The Williamsport and Hagerstown Turnpike Company vs. Joseph Hollman.
    
    June, 1836.
    Subscribers under a charter creating a company to make a road and before such road is located — only look to a location in conformity with the terms and intention of the charter.
    When a charier directs the officers of the corporation to appoint commissioners to lay out a road in the nearest and best direction between two points, and they proceeded to mark and lay out the road accordingly, it is no deviation from the charter, that the managers alter the location at a particular part so as to shorten the road.
    Appeal from Washington county court.
    This was an action of assumpsit, commenced by the appellant against the appellee, on the 12th of November, 1834, to recover the instalments on certain shares subscribed by the appellee, to the capital stock of the company.
    Issue was joined upon the plea of non assumpsit. At the trial, the plaintiffs read to the jury their charter of incorporation, passed at December session, 1832, ch. 125, and a book of subscriptions to the capital stock of the company, taken by the commissioners appointed by the act, which was annexed thereto, and which book contained the following superscription, to the names of the subscribers, that is to say: “ We whose names are hereunto subscribed, promise to pay for the stock subscribed by us respectively, according to the provisions of the charter of the Williamsport and Hagerstown Turnpike Company.” And it was admitted by the defendant that he had subscribed in said book, for twelve shares of the capital stock of the company, by the names of Joseph Roll-
      man, Benjamin F. Hollman, John H. Hollman and Joseph Hollman, Jr. and that at the time of subscription, he paid the sum of one dollar on each share so subscribed. That the managers for said company were duly elected on the 2d of September, 1833, and that they had called in said stock, in three instalments of five dollars each, on each share, of which several calls, they gave two months’ previous notice, agreeably to the provisions of the act. It was further admitted, that commissioners were appointed on the 5th of September, 1833, for the purpose of making a location and plat of said road, in conformity with the 9th section of the act, which duty the said commissioners performed, and returned and reported the same to the managers on the 23d of October, 1833. That after said road had been located, and a plat thereof returned as aforesaid, by the said commissioners, the managers changed the said location at one point of the road, near the town of Williamsport, and departed from the location and return of the commissioners at that point, and made a different location, for a distance of about thirty perches, which change shortened the distance of said road; but that the termination of said road at the town of Williamsport was not changed by said managers. It was further admitted, that the managers had made and completed said road, and reported the same to the governor of the state, in pursuance of the charter, and that examiners were appointed by the governor to view said report, and report thereon; and that said examiners did report to the governor, that said road had been constructed agreeably to the provisions of the act of assembly, and that afterwards the governor issued his license to said Turnpike company, authorizing them to erect gates on said road, for the purpose of demanding and receiving tolls for travelling thereon.

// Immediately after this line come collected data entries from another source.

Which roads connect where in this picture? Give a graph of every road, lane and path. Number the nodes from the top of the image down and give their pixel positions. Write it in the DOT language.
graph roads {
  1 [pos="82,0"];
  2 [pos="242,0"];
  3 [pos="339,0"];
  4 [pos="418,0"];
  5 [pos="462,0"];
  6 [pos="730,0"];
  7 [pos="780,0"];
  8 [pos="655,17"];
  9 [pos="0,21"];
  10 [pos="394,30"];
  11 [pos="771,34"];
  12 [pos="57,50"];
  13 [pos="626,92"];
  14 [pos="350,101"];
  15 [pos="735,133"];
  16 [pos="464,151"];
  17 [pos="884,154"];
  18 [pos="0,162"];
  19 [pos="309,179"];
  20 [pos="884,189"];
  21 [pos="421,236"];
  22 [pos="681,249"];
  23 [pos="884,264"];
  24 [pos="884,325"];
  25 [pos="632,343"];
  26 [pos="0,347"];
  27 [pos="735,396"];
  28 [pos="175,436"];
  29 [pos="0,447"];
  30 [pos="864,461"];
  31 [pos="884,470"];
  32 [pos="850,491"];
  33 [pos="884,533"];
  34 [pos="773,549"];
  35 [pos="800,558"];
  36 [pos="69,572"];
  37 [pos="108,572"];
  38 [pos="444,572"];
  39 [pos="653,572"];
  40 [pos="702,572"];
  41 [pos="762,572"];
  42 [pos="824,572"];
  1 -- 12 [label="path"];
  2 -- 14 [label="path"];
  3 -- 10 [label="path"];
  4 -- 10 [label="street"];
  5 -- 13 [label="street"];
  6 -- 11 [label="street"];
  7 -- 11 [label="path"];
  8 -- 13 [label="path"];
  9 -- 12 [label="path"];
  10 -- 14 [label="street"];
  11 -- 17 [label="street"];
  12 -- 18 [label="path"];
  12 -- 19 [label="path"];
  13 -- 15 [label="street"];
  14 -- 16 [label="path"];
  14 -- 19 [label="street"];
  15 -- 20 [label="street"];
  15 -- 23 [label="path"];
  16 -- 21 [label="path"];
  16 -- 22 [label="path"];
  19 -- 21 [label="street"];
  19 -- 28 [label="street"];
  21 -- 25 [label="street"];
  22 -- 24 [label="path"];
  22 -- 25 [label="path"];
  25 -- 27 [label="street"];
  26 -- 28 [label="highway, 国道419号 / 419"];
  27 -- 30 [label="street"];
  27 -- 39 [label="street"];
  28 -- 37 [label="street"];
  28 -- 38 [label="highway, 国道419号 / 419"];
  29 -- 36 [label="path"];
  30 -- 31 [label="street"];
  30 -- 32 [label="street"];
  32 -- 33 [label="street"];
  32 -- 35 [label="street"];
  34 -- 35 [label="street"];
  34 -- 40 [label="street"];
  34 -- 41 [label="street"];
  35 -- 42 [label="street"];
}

    It was admitted by the plaintiff, that the commissioners to be appointed by virtue of, and under the ninth section of the charter, did not take the oath prescribed thereby. That the defendant entered a protest, against the change of the location, at the time it was made, and never acquiesced therein.
    
      The defendant then prayed the opinion and direction of the court to the jury, that if they should be of opinion, from the evidence in the cause, that the managers of said Turnpike company, changed the location of the road as hereinbefore stated, after the same had been surveyed, and a plat thereof returned to them by said commissioners, and after the defendant had subscribed for said stocky that then the plaintiffs are not entitled to recover for any instalment called in after said change. Which opinion Buchanan, Ch. J. and Thomas Buchanan, A. J. gave to the jury. The plaintiffs excepted, and the verdict and judgment being against them, they appealed to this court.
    The cause was argued before Stephen, Dorsey, Chambers, and Spence, Judges.

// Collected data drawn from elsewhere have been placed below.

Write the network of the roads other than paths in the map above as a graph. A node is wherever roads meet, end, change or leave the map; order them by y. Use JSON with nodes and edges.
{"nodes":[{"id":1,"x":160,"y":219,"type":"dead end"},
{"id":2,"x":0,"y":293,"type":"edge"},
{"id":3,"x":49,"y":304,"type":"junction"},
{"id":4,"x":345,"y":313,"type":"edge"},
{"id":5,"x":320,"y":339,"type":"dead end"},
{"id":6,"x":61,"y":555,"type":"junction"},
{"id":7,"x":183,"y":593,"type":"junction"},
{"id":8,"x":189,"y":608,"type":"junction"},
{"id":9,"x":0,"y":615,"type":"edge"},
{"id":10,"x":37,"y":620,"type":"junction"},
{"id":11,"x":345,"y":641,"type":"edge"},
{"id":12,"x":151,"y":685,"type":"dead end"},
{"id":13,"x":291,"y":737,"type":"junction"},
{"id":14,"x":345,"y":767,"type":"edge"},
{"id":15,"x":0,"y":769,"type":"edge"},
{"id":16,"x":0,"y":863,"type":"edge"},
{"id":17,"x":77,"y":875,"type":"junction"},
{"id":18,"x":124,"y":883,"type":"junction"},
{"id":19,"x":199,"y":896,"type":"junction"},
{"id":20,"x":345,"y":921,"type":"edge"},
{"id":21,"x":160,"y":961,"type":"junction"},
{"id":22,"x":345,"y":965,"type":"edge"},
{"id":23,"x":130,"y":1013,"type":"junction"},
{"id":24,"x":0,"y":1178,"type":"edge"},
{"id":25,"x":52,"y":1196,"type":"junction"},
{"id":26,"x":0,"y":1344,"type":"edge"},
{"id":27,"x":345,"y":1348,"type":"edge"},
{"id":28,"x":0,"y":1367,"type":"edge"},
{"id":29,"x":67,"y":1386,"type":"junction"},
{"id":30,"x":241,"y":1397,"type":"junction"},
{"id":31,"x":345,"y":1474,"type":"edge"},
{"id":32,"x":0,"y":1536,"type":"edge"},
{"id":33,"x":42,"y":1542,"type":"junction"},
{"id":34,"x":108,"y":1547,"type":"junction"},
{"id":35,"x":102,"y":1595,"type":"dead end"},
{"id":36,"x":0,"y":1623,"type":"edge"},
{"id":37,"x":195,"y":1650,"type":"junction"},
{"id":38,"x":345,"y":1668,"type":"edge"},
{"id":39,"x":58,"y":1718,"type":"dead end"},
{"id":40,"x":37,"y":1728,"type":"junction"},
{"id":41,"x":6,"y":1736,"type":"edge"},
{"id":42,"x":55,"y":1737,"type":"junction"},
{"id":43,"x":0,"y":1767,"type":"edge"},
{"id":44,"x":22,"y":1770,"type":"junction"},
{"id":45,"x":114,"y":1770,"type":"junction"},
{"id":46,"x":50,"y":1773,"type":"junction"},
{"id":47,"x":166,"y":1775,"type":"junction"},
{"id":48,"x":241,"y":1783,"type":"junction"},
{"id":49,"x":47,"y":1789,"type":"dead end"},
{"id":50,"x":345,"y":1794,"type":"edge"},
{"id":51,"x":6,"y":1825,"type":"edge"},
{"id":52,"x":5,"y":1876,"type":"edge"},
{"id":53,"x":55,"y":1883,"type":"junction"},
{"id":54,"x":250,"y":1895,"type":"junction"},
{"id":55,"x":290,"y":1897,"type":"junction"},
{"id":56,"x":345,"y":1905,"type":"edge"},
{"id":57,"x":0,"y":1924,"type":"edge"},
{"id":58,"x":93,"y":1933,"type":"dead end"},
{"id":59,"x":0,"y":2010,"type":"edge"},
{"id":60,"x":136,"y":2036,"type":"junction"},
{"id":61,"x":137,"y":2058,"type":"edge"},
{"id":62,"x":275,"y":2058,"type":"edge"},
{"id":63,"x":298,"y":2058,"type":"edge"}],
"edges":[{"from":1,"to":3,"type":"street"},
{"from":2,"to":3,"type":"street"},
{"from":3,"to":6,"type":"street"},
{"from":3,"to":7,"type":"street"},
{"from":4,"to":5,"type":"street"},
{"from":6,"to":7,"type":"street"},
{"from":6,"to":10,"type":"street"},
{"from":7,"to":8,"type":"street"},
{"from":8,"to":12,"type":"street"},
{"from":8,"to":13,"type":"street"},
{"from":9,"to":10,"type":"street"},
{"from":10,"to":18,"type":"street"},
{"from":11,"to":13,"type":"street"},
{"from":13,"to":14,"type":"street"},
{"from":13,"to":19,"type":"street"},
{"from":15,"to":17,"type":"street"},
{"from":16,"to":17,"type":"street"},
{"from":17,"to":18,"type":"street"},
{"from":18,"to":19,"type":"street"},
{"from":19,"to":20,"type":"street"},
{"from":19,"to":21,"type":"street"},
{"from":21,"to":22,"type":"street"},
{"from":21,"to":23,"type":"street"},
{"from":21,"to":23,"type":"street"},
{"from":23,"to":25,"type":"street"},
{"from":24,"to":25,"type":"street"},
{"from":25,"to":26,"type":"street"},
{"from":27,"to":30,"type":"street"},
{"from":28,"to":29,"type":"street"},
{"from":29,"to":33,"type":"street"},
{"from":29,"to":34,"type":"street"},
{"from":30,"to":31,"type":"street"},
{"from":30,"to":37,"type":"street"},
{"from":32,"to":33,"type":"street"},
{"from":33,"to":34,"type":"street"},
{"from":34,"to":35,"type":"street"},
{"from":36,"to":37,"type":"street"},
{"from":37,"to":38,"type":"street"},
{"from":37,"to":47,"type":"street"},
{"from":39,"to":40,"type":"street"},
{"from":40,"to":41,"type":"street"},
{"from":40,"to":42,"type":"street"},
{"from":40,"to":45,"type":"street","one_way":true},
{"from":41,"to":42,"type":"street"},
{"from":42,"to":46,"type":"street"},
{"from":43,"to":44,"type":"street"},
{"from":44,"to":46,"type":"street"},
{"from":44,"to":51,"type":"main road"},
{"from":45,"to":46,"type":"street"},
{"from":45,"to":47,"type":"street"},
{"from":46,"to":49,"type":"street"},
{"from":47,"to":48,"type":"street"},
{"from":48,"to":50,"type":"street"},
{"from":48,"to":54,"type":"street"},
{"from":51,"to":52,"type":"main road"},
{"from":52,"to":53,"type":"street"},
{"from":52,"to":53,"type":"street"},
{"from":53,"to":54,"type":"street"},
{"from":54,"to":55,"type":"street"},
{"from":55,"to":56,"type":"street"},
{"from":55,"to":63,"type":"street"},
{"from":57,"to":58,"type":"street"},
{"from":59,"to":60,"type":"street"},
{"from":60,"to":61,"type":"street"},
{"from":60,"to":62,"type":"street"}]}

    Yost, for the appellant, contended:
    That the commissioners being the mere creatures of the president and directors, it was competent for the latter to reject, or adopt their location at pleasure. It was competent for the president and directors to have located and selected the route themselves, and consequently when located by persons of their appointment, they were authorized, either to sanction or reject their act.

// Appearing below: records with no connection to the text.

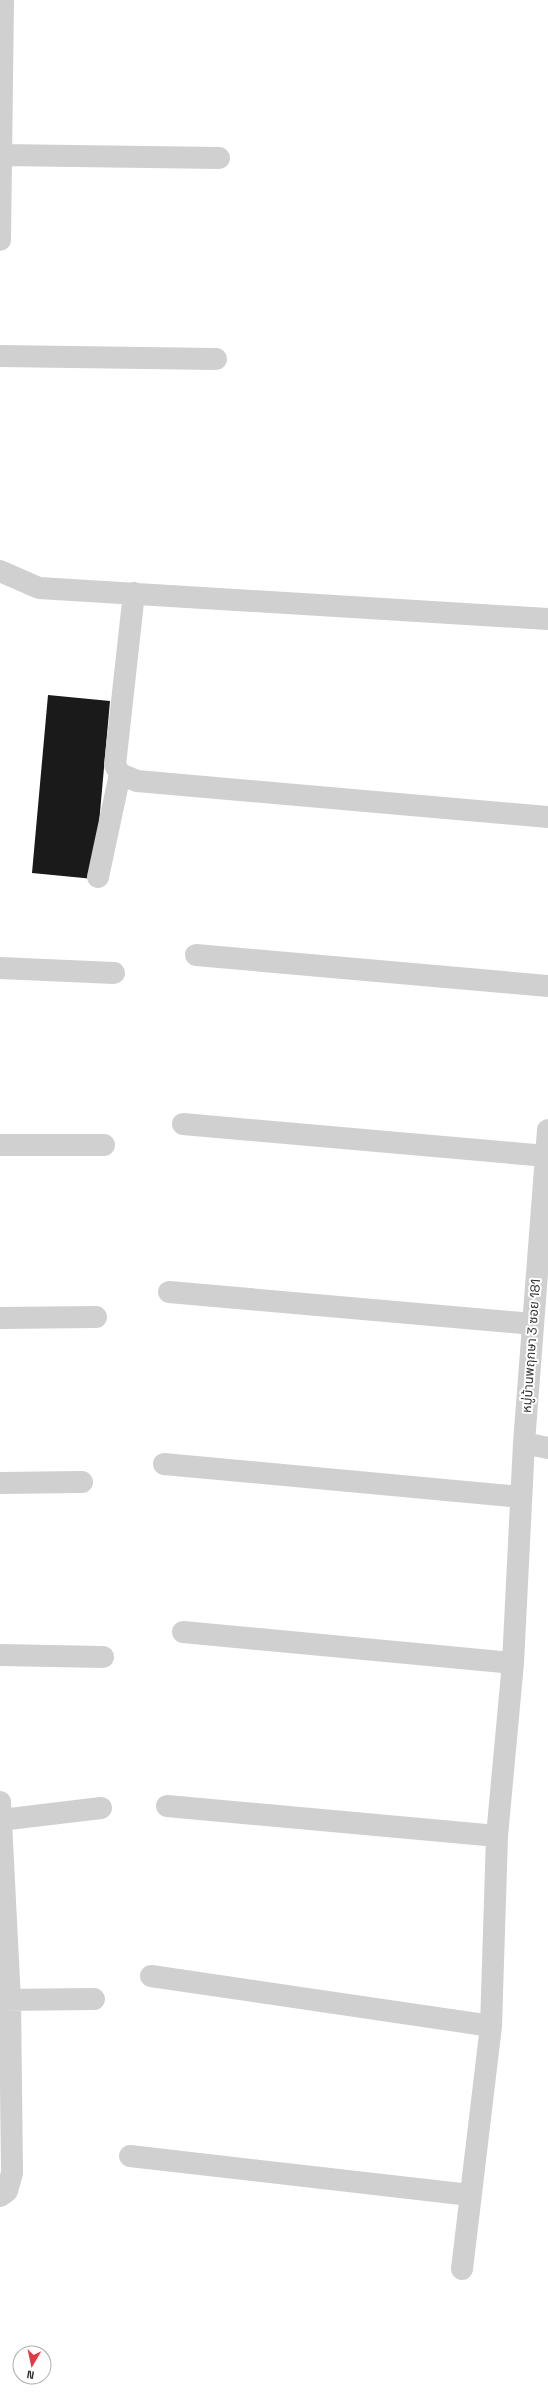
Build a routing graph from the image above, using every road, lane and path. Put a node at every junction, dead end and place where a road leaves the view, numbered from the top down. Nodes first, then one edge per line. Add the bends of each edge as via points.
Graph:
1 (3, 0) edge
2 (1, 92) edge
3 (1, 155) junction
4 (219, 158) dead end
5 (0, 240) edge
6 (0, 356) edge
7 (216, 359) dead end
8 (0, 572) edge
9 (134, 593) junction
10 (548, 619) edge
11 (120, 774) junction
12 (548, 817) edge
13 (98, 877) dead end
14 (196, 955) dead end
15 (0, 968) edge
16 (114, 973) dead end
17 (548, 986) edge
18 (183, 1124) dead end
19 (548, 1130) edge
20 (0, 1144) edge
21 (104, 1145) dead end
22 (546, 1156) junction
23 (543, 1267) edge
24 (169, 1292) dead end
25 (96, 1317) dead end
26 (0, 1318) edge
27 (533, 1324) junction
28 (524, 1443) junction
29 (548, 1448) edge
30 (164, 1464) dead end
31 (82, 1482) dead end
32 (0, 1483) edge
33 (521, 1497) junction
34 (183, 1632) dead end
35 (0, 1655) edge
36 (103, 1657) dead end
37 (513, 1663) junction
38 (167, 1806) dead end
39 (101, 1808) dead end
40 (0, 1814) edge
41 (497, 1836) junction
42 (151, 1976) dead end
43 (94, 1999) dead end
44 (5, 2000) edge
45 (491, 2026) junction
46 (130, 2156) dead end
47 (470, 2195) junction
48 (0, 2196) edge
49 (462, 2269) dead end

1 - 2 street
2 - 3 street
3 - 4 street
3 - 5 street
6 - 7 street
8 - 9 street via 39,588
9 - 10 street
9 - 11 street via 115,765
11 - 12 street via 137,781
11 - 13 street
14 - 17 street
15 - 16 street
18 - 22 street
19 - 22 street, หมู่บ้านพฤกษา 3 ซอย 181
20 - 21 street
22 - 23 street, หมู่บ้านพฤกษา 3 ซอย 181
23 - 27 street, หมู่บ้านพฤกษา 3 ซอย 181
24 - 27 street
25 - 26 street
27 - 28 street, หมู่บ้านพฤกษา 3 ซอย 181
28 - 29 street
28 - 33 street, หมู่บ้านพฤกษา 3 ซอย 181
30 - 33 street
31 - 32 street
33 - 37 street, หมู่บ้านพฤกษา 3 ซอย 181
34 - 37 street
35 - 36 street
37 - 41 street, หมู่บ้านพฤกษา 3 ซอย 181
38 - 41 street
39 - 40 street
40 - 44 street
41 - 45 street, หมู่บ้านพฤกษา 3 ซอย 181
42 - 45 street
43 - 44 street
44 - 48 street via 12,2173 7,2191
45 - 47 street, หมู่บ้านพฤกษา 3 ซอย 181
46 - 47 street
47 - 49 street, หมู่บ้านพฤกษา 3 ซอย 181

    John R. Key, for the appellee.
    The charter forms a part of the contract, and a violation of the former is a violation of the latter, — unless therefore the requisitions of the ninth section of the charter, have been complied with by the plaintiffs, they are not entitled to recover the instalments from the defendant. That the requirements of the ninth'section were designed to be binding, is shown by the act of 1831, ch. 206. A corporation must strictly pursue its charter, and therefore instalments directed to be called in, in a particular mode, must be called in, in that mode and no other. 4 Wheat. Rep. 636. A deviation from the terms of the charter, releases the subscribers from their subscriptions. 13 Eng. C. L. Rep. 174. And the change of the location of a road, takes from the corporation the power to enforce the payment of subscriptions. 8 Mass. Rep. 268.
   Stephen, Judge,

delivered the opinion of the court.

The question involved in this case lies within a very narrow compass. It arose in an action of assumpsit, instituted in the court below by the appellant against the appellee, to recover a certain sum of money, due on twelve shares of stock subscribed for by the appellee, who resisted the recovery upon the ground of a violation of the terms of the contract of subscription; the ground of the defence was sustained by the court below, and the right of recovery, thereby defeated. The only provision of the act of incorporation, upon which any thing like the semblance of a contract can be founded, is to be found in the ninth section thereof. That section authorizes the president and managers of the company to appoint three commissioners to lay out the road, in the nearest and best direction, from the eastern limits of the town of Williamsport, to the town of Hagerstown; and after having laid out and marked said road, they are directed to make out a plat of the same, specifying the courses and distances, and return said plat to the president and managers.

It is to be observed, that this law emphatically makes it the duty of the commissioners, in designating the course the road was to run, to locate it in the nearest and best direction. If then the provisions of this section can even be considered as entering into the essence of the contract between the parties, we do not think that the appellee can invoke to his aid, the provisions which it contains, under the facts agreed to exist in this case. It is distinctly admitted, that in changing the location of the road as marked out by the commissioners, the president and managers of the company, so far from infringing the provisions of the law, strictly complied with the letter of its requirements, by shortening the distance, and that the termination of the road at the town of Williamsport, was not changed by such alteration. Under this aspect of the case it appears to us, that the president and managers in changing the location, so far from violating the principles of good faith and fair dealing with the appellee as a subscriber for stock in their company, acted strictly within the pale of their authority and only fulfilled a duty required of them by the charter of their incorporation. At the time the appellee became a subscriber for stock, no location had been given to the road, except that which the law prescribed; to such location only, could he have looked at that time as an inducement to subscribe ; and we think that nothing has since occurred in the conduct of the company, or their agents, of which he has a right to complain. Therefore there is no ground upon which he can claim to be discharged from the obligation to pay the money, resulting from his subscription, as he has substantially obtained, or might have obtained ail he contemplated when he became a subscriber, and that nothing has been done on the part of the company, which would lead to a forfeiture of their right to enforce such obligation by judicial process. With these impressions of the law and justice of the case, we are of opinion, that there is error in the judgment of the court below, and that the same ought to be reversed.